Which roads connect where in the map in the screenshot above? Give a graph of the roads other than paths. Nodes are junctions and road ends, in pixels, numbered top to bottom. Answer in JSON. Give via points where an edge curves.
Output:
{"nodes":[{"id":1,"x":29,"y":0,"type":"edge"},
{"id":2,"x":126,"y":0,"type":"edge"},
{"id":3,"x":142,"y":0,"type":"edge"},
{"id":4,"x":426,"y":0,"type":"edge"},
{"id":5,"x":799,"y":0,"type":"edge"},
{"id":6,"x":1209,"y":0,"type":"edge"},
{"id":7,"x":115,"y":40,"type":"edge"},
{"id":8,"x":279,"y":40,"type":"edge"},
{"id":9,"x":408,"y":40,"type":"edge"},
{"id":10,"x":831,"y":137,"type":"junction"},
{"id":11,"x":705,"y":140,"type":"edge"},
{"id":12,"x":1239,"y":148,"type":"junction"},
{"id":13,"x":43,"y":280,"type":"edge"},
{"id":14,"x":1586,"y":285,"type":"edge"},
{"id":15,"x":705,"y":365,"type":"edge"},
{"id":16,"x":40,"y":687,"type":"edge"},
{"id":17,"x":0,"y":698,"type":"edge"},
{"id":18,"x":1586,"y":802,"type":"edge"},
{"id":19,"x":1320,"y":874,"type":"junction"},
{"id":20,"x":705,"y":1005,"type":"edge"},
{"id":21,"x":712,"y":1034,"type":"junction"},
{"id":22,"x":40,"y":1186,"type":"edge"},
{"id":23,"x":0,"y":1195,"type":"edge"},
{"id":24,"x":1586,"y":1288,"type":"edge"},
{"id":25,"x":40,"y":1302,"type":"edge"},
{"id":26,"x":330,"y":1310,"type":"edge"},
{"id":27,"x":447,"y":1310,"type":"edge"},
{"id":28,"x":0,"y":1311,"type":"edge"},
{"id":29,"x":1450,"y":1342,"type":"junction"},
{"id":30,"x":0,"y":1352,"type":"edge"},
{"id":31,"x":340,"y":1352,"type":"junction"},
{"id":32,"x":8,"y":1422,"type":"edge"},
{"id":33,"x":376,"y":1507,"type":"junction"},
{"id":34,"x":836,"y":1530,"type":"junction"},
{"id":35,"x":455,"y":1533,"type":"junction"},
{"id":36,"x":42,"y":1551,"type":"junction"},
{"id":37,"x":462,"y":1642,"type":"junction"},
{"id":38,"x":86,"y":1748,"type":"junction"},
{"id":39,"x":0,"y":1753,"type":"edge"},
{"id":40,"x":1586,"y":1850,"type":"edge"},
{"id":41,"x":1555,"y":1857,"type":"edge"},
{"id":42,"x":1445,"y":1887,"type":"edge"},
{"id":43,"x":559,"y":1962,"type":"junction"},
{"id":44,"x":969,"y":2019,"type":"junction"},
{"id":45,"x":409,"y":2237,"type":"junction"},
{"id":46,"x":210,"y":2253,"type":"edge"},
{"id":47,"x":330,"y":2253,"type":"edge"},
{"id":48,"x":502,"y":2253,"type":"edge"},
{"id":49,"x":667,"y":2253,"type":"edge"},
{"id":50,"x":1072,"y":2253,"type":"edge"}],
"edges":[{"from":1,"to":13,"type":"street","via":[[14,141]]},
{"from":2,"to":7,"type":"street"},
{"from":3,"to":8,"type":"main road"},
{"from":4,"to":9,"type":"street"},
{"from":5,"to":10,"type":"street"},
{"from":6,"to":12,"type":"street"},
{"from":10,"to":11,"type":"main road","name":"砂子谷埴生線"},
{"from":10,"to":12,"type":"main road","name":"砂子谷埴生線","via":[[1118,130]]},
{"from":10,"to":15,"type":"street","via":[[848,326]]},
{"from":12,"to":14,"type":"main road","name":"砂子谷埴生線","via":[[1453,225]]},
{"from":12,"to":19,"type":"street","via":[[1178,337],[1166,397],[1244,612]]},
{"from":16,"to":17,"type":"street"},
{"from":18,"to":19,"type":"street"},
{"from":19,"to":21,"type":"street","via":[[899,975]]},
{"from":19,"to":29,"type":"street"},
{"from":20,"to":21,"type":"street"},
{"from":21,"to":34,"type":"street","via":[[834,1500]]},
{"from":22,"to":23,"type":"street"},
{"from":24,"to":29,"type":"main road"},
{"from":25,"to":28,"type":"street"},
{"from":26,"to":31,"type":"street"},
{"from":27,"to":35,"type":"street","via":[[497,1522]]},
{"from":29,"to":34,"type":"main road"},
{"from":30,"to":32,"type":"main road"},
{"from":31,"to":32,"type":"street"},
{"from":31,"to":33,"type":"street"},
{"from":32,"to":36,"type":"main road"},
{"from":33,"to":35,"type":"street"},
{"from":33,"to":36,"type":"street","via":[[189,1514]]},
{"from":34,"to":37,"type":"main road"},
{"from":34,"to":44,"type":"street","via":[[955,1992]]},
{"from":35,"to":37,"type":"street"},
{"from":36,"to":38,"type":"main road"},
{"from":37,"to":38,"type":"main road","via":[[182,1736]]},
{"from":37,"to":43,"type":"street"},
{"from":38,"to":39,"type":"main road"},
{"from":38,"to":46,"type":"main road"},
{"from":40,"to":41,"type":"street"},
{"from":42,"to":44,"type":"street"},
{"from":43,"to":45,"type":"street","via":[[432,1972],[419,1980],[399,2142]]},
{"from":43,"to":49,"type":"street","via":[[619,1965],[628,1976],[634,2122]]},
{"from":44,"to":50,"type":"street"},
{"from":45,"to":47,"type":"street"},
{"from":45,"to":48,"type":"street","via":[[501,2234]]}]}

To do
Print the entries again so that each one matches exactly.

Your solution
Which roads connect where in the map in the screenshot above? Give a graph of the roads other than paths. Nodes are junctions and road ends, in pixels, numbered top to bottom. Answer in JSON. Give via points where an edge curves.
Output:
{"nodes":[{"id":1,"x":29,"y":0,"type":"edge"},
{"id":2,"x":126,"y":0,"type":"edge"},
{"id":3,"x":142,"y":0,"type":"edge"},
{"id":4,"x":426,"y":0,"type":"edge"},
{"id":5,"x":799,"y":0,"type":"edge"},
{"id":6,"x":1209,"y":0,"type":"edge"},
{"id":7,"x":115,"y":40,"type":"edge"},
{"id":8,"x":279,"y":40,"type":"edge"},
{"id":9,"x":408,"y":40,"type":"edge"},
{"id":10,"x":831,"y":137,"type":"junction"},
{"id":11,"x":705,"y":140,"type":"edge"},
{"id":12,"x":1239,"y":148,"type":"junction"},
{"id":13,"x":43,"y":280,"type":"edge"},
{"id":14,"x":1586,"y":285,"type":"edge"},
{"id":15,"x":705,"y":365,"type":"edge"},
{"id":16,"x":40,"y":687,"type":"edge"},
{"id":17,"x":0,"y":698,"type":"edge"},
{"id":18,"x":1586,"y":802,"type":"edge"},
{"id":19,"x":1320,"y":874,"type":"junction"},
{"id":20,"x":705,"y":1005,"type":"edge"},
{"id":21,"x":712,"y":1034,"type":"junction"},
{"id":22,"x":40,"y":1186,"type":"edge"},
{"id":23,"x":0,"y":1195,"type":"edge"},
{"id":24,"x":1586,"y":1288,"type":"edge"},
{"id":25,"x":40,"y":1302,"type":"edge"},
{"id":26,"x":330,"y":1310,"type":"edge"},
{"id":27,"x":447,"y":1310,"type":"edge"},
{"id":28,"x":0,"y":1311,"type":"edge"},
{"id":29,"x":1450,"y":1342,"type":"junction"},
{"id":30,"x":0,"y":1352,"type":"edge"},
{"id":31,"x":340,"y":1352,"type":"junction"},
{"id":32,"x":8,"y":1422,"type":"edge"},
{"id":33,"x":376,"y":1507,"type":"junction"},
{"id":34,"x":836,"y":1530,"type":"junction"},
{"id":35,"x":455,"y":1533,"type":"junction"},
{"id":36,"x":42,"y":1551,"type":"junction"},
{"id":37,"x":462,"y":1642,"type":"junction"},
{"id":38,"x":86,"y":1748,"type":"junction"},
{"id":39,"x":0,"y":1753,"type":"edge"},
{"id":40,"x":1586,"y":1850,"type":"edge"},
{"id":41,"x":1555,"y":1857,"type":"edge"},
{"id":42,"x":1445,"y":1887,"type":"edge"},
{"id":43,"x":559,"y":1962,"type":"junction"},
{"id":44,"x":969,"y":2019,"type":"junction"},
{"id":45,"x":409,"y":2237,"type":"junction"},
{"id":46,"x":210,"y":2253,"type":"edge"},
{"id":47,"x":330,"y":2253,"type":"edge"},
{"id":48,"x":502,"y":2253,"type":"edge"},
{"id":49,"x":667,"y":2253,"type":"edge"},
{"id":50,"x":1072,"y":2253,"type":"edge"}],
"edges":[{"from":1,"to":13,"type":"street","via":[[14,141]]},
{"from":2,"to":7,"type":"street"},
{"from":3,"to":8,"type":"main road"},
{"from":4,"to":9,"type":"street"},
{"from":5,"to":10,"type":"street"},
{"from":6,"to":12,"type":"street"},
{"from":10,"to":11,"type":"main road","name":"砂子谷埴生線"},
{"from":10,"to":12,"type":"main road","name":"砂子谷埴生線","via":[[1118,130]]},
{"from":10,"to":15,"type":"street","via":[[848,326]]},
{"from":12,"to":14,"type":"main road","name":"砂子谷埴生線","via":[[1453,225]]},
{"from":12,"to":19,"type":"street","via":[[1178,337],[1166,397],[1244,612]]},
{"from":16,"to":17,"type":"street"},
{"from":18,"to":19,"type":"street"},
{"from":19,"to":21,"type":"street","via":[[899,975]]},
{"from":19,"to":29,"type":"street"},
{"from":20,"to":21,"type":"street"},
{"from":21,"to":34,"type":"street","via":[[834,1500]]},
{"from":22,"to":23,"type":"street"},
{"from":24,"to":29,"type":"main road"},
{"from":25,"to":28,"type":"street"},
{"from":26,"to":31,"type":"street"},
{"from":27,"to":35,"type":"street","via":[[497,1522]]},
{"from":29,"to":34,"type":"main road"},
{"from":30,"to":32,"type":"main road"},
{"from":31,"to":32,"type":"street"},
{"from":31,"to":33,"type":"street"},
{"from":32,"to":36,"type":"main road"},
{"from":33,"to":35,"type":"street"},
{"from":33,"to":36,"type":"street","via":[[189,1514]]},
{"from":34,"to":37,"type":"main road"},
{"from":34,"to":44,"type":"street","via":[[955,1992]]},
{"from":35,"to":37,"type":"street"},
{"from":36,"to":38,"type":"main road"},
{"from":37,"to":38,"type":"main road","via":[[182,1736]]},
{"from":37,"to":43,"type":"street"},
{"from":38,"to":39,"type":"main road"},
{"from":38,"to":46,"type":"main road"},
{"from":40,"to":41,"type":"street"},
{"from":42,"to":44,"type":"street"},
{"from":43,"to":45,"type":"street","via":[[432,1972],[419,1980],[399,2142]]},
{"from":43,"to":49,"type":"street","via":[[619,1965],[628,1976],[634,2122]]},
{"from":44,"to":50,"type":"street"},
{"from":45,"to":47,"type":"street"},
{"from":45,"to":48,"type":"street","via":[[501,2234]]}]}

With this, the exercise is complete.